O termo ONG é usado para se referir a organizações privadas sem fins lucrativos que integram o chamado terceiro setor e atuam em áreas de interesse público, como assistência social, educação, cultura, saúde e direitos humanos. Essas entidades não fazem parte da estrutura do Estado nem do mercado tradicional e incluem associações, fundações, institutos e movimentos sociais, mantidos por doações, parcerias e convênios.

Levantamento do IBGE indica que esse conjunto de organizações reúne cerca de 879 mil entidades ativas no país e emprega aproximadamente 2,3 milhões de pessoas. Dados da Relação Anual de Informações Sociais (RAIS), do Ministério do Trabalho e Emprego, apontam que mulheres representam cerca de 65% da força de trabalho nas ONGs. Apesar disso, elas permanecem sub-representadas em cargos de comando e recebem, em média, remuneração inferior à dos homens.

Essas contradições orientam a pesquisa “Senso Mulheres do Terceiro Setor”, conduzida pelo Instituto Incube, pela Gênero e Número e pelo Instituto Lamparina. O levantamento está em fase de coleta de dados em todo o país, por meio de questionário online, e pretende reunir informações sobre trajetórias profissionais, condições de trabalho e dinâmicas institucionais.
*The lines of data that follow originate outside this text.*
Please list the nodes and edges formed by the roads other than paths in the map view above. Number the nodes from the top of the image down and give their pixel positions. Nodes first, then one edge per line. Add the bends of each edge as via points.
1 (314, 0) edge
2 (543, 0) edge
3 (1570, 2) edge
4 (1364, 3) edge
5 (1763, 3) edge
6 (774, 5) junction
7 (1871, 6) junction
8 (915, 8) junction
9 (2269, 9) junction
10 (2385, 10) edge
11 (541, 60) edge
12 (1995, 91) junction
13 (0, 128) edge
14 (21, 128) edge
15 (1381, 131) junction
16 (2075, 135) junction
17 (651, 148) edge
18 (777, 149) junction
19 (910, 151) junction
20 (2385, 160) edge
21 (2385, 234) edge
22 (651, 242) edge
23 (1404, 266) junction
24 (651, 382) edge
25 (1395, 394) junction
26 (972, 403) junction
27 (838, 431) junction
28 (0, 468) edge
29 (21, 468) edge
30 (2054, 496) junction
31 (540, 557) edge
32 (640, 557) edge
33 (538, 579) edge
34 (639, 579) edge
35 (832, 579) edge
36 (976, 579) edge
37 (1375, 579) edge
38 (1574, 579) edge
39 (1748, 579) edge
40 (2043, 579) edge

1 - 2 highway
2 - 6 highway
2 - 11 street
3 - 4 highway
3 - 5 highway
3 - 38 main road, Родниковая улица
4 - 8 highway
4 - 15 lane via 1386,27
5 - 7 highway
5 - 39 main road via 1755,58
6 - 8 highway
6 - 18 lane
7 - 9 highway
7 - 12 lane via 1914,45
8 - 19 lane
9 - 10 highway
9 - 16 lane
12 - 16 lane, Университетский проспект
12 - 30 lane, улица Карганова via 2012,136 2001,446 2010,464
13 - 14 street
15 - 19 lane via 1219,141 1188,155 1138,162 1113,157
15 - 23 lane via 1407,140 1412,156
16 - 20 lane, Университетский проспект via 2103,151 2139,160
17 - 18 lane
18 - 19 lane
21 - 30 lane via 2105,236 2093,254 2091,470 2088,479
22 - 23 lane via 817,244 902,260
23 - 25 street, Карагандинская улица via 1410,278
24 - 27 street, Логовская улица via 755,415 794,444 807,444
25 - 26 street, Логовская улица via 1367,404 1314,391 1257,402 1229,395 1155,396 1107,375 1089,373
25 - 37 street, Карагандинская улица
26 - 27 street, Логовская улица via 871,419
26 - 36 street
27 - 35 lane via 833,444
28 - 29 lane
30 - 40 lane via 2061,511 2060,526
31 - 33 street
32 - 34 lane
Mulheres são maioria nas ONGs brasileiras, mas continuam recebendo salários menores e ocupando menos cargos de liderança – Foto: Marcello Casal Jr/Agência Brasil.

A proposta do estudo é ir além de indicadores formais e compreender como as trabalhadoras articulam atuação profissional, militância, responsabilidades de cuidado e vida pessoal no dia a dia das organizações.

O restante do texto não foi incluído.